In the end, any sort of breaking change to the module system, which would require the use of epochs/checkpoints, had better be a massive improvement for everyone. I think any troubles with the module system as it is today should be approached with pedagogy, and that the cost of any sort of breaking change is not worth it for this part of Rust.

6 Likes

Sure. I don’t think writing mod declarations is an annoyance when you’re used to it, and I think the main thing confusing new users is that there are so many ways to do things in the root module, that don’t work when you move out.

I think relative use by default might also add to the “things that work in the root module” problem - “old-style” imports (use within::krate::path;) work in the root module, and not otherwise (you have to write use ::within_krate_path or w/e).

3 Likes

I liked what I was reading in the previous proposal about inferring structure from the directory structure.

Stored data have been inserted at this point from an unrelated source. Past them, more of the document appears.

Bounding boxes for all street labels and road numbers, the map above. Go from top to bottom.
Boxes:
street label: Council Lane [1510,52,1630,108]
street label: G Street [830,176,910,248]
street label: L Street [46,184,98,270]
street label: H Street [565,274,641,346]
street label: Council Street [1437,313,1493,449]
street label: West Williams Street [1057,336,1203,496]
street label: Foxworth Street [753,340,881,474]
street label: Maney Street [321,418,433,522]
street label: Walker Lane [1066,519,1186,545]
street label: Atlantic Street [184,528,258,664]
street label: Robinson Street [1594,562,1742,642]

Fixing stale file hazards other ways would be preferable, I want a clean directory structure for recursive grep anyway.

i do like the ‘from use’ use.

I’ll repeat my idea about ‘automatic promotion of key items’, facades often involve many files in a directory, each one focussing on a single item whose name matches the filename. vec::Vec, option::Option, window::Window etc. a way of promoting a key item one level up might streamline a lot of the need for specific using? … and if the name had to match the filename it would eliminate the possibility of clash

pub use solve::Solver; // note use of relative path

… just call it solver.rs and automatically give this_module::Solver.

Are the single-item reexports for facades actually annoying people? They don’t even involve “type tetris”. I don’t think we should add more edge cases to the module system - if we want to overhaul it to make it “directory per module” C#-style that’s one option, and if we want it to stay as “file per module” that’s another option, but “sometimes file per module, sometimes directory per module” would just be confusing.

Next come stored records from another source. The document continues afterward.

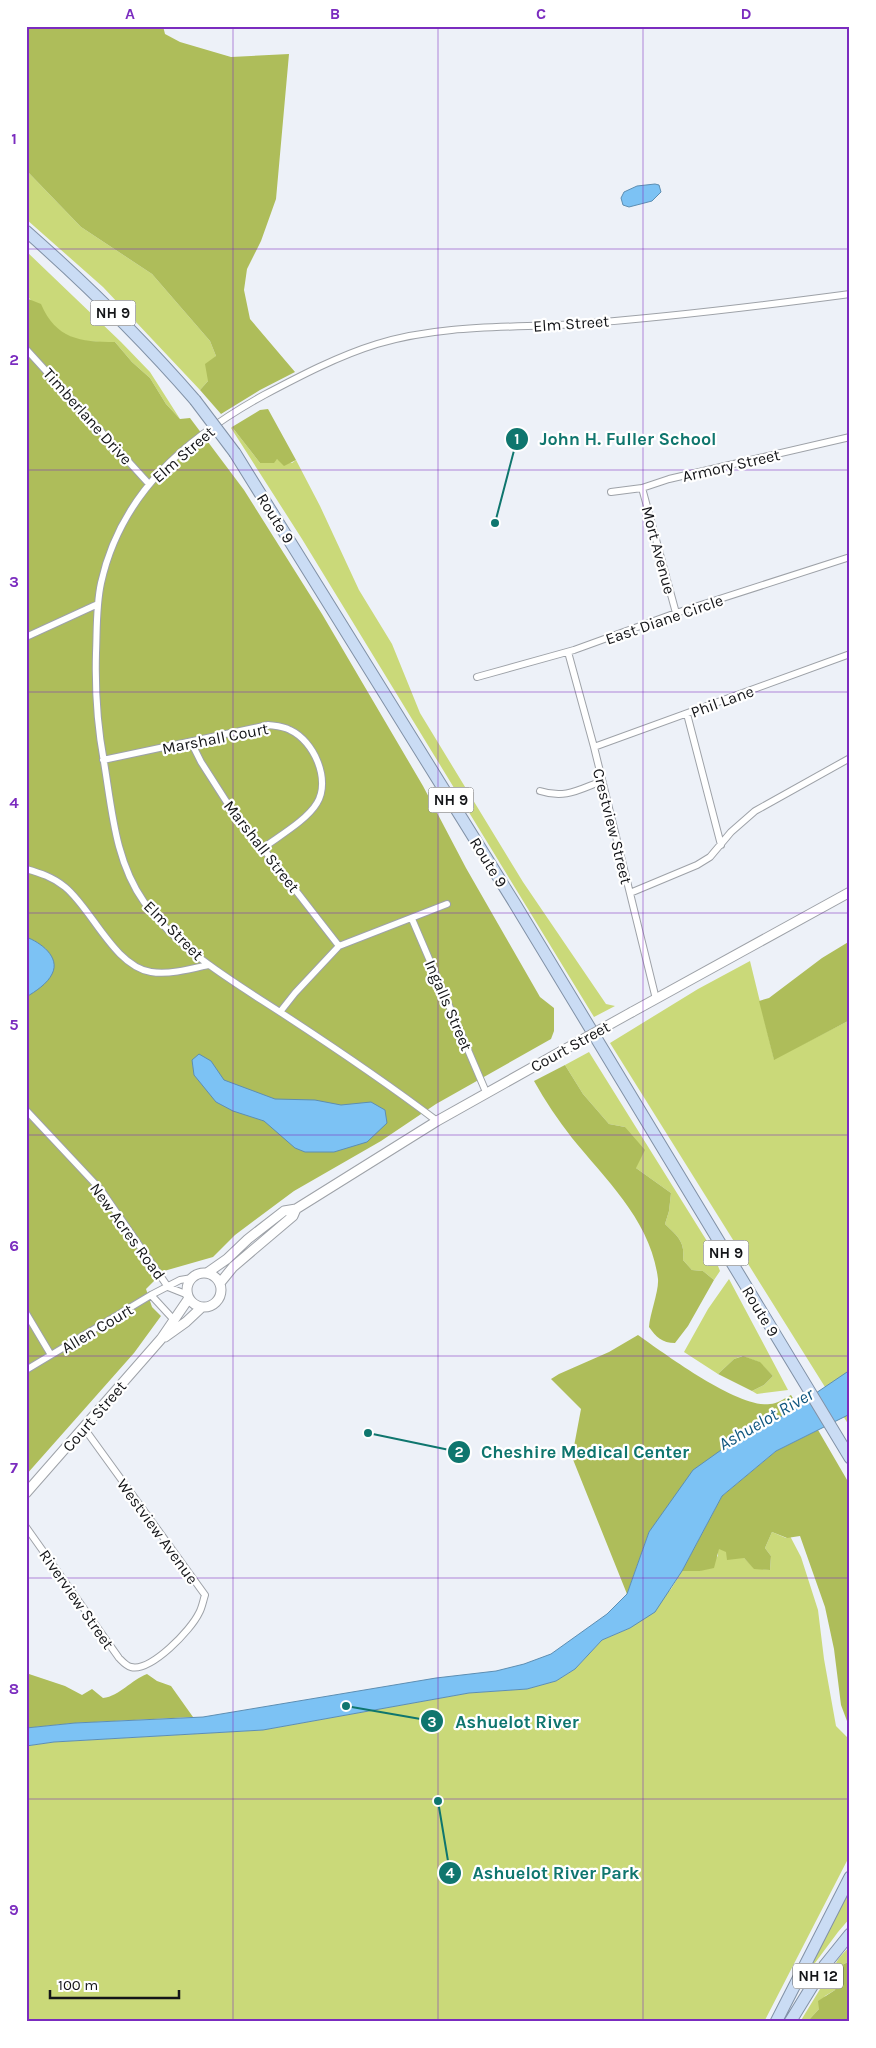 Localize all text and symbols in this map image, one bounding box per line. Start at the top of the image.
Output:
text: A [125,4,135,23]
text: B [330,4,340,23]
text: C [536,4,546,23]
text: D [741,4,752,23]
text: 1 [11,129,17,148]
road number: NH 9 [90,300,136,326]
street label: Elm Street [532,311,610,336]
text: 2 [9,350,19,369]
street label: Timberlane Drive [39,364,136,469]
street label: Elm Street [148,422,218,487]
callout: John H. Fuller School [505,422,727,455]
text: John H. Fuller School [539,428,717,450]
text: 1 [514,430,520,448]
street label: Armory Street [680,445,782,486]
street label: Route 9 [253,490,298,547]
street label: Mort Avenue [638,504,679,596]
text: 3 [9,572,19,591]
street label: East Diane Circle [603,590,725,649]
street label: Phil Lane [688,681,756,722]
street label: Marshall Court [160,719,270,758]
street label: Crestview Street [589,766,636,886]
road number: NH 9 [428,788,474,812]
text: 4 [9,793,19,812]
street label: Marshall Street [220,796,303,896]
street label: Route 9 [466,834,511,891]
street label: Elm Street [140,897,207,964]
street label: Ingalls Street [421,957,476,1054]
text: 5 [9,1015,19,1034]
street label: Court Street [527,1017,613,1076]
street label: New Acres Road [86,1179,169,1283]
text: 6 [9,1236,19,1255]
road number: NH 9 [704,1240,748,1266]
street label: Route 9 [738,1283,783,1340]
street label: Allen Court [58,1300,136,1357]
street label: Court Street [58,1377,130,1456]
water label: Ashuelot River [714,1382,818,1455]
callout: Cheshire Medical Center [446,1436,699,1469]
text: Cheshire Medical Center [481,1441,689,1463]
text: 2 [454,1443,464,1461]
text: 7 [10,1458,18,1477]
street label: Westview Avenue [113,1475,202,1588]
street label: Riverview Street [35,1546,118,1653]
text: 8 [9,1679,19,1698]
callout: Ashuelot River [420,1705,588,1738]
text: Ashuelot River [455,1711,579,1733]
text: 3 [427,1713,437,1731]
callout: Ashuelot River Park [438,1857,650,1890]
text: Ashuelot River Park [473,1862,640,1884]
text: 4 [446,1864,455,1882]
text: 9 [9,1900,19,1919]
road number: NH 12 [793,1964,843,1988]
scale bar [50,1968,179,2000]
text: 100 m [58,1976,98,1994]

Plus, vec and option actually expose other types, like vec::IntoIter and vec::Drain (and no, I don’t think typeof(Vec::into_iter)::Output is an acceptable solution).

2 Likes

Knob: include on use

Sound good, works great with proposals to make the compiler pull-based.

sometimes modules contain nothing but impl blocks, in which case they are not naturally referenced elsewhere

Can they really? When using impl Rust only allows it if you either declare the trait or struct in that same module. And unless you reference that trait/struct, that impl will not have any effect. So having an important file not being referenced should be imposs...

... That's allowed?! WTF? That's completely breaking the consistency with impl Trait for Struct. Who thought it's a good idea to allow this? If my assumption is correct and it's a solution for impl u8 and the rest of the build in types, then it's the wrong workaround.

This probably should be changed, and I would write an RFC if I had the time, but I already have another RFC I pay too little love for :(. Also it would meet lots of resistance from the same people who hate the current limitation on impl Trait for Struct, and I'm not a fan of internet arguments, so I'm staying out this time.

But if it would be changed/fixed, include on use could be both convenient to use, allow .rs files to be in a folder without being referenced (useful with multiple build targets), and work in the spirit of a pull-based compiler (which has some basic talk going on but is really far in the future, if ever).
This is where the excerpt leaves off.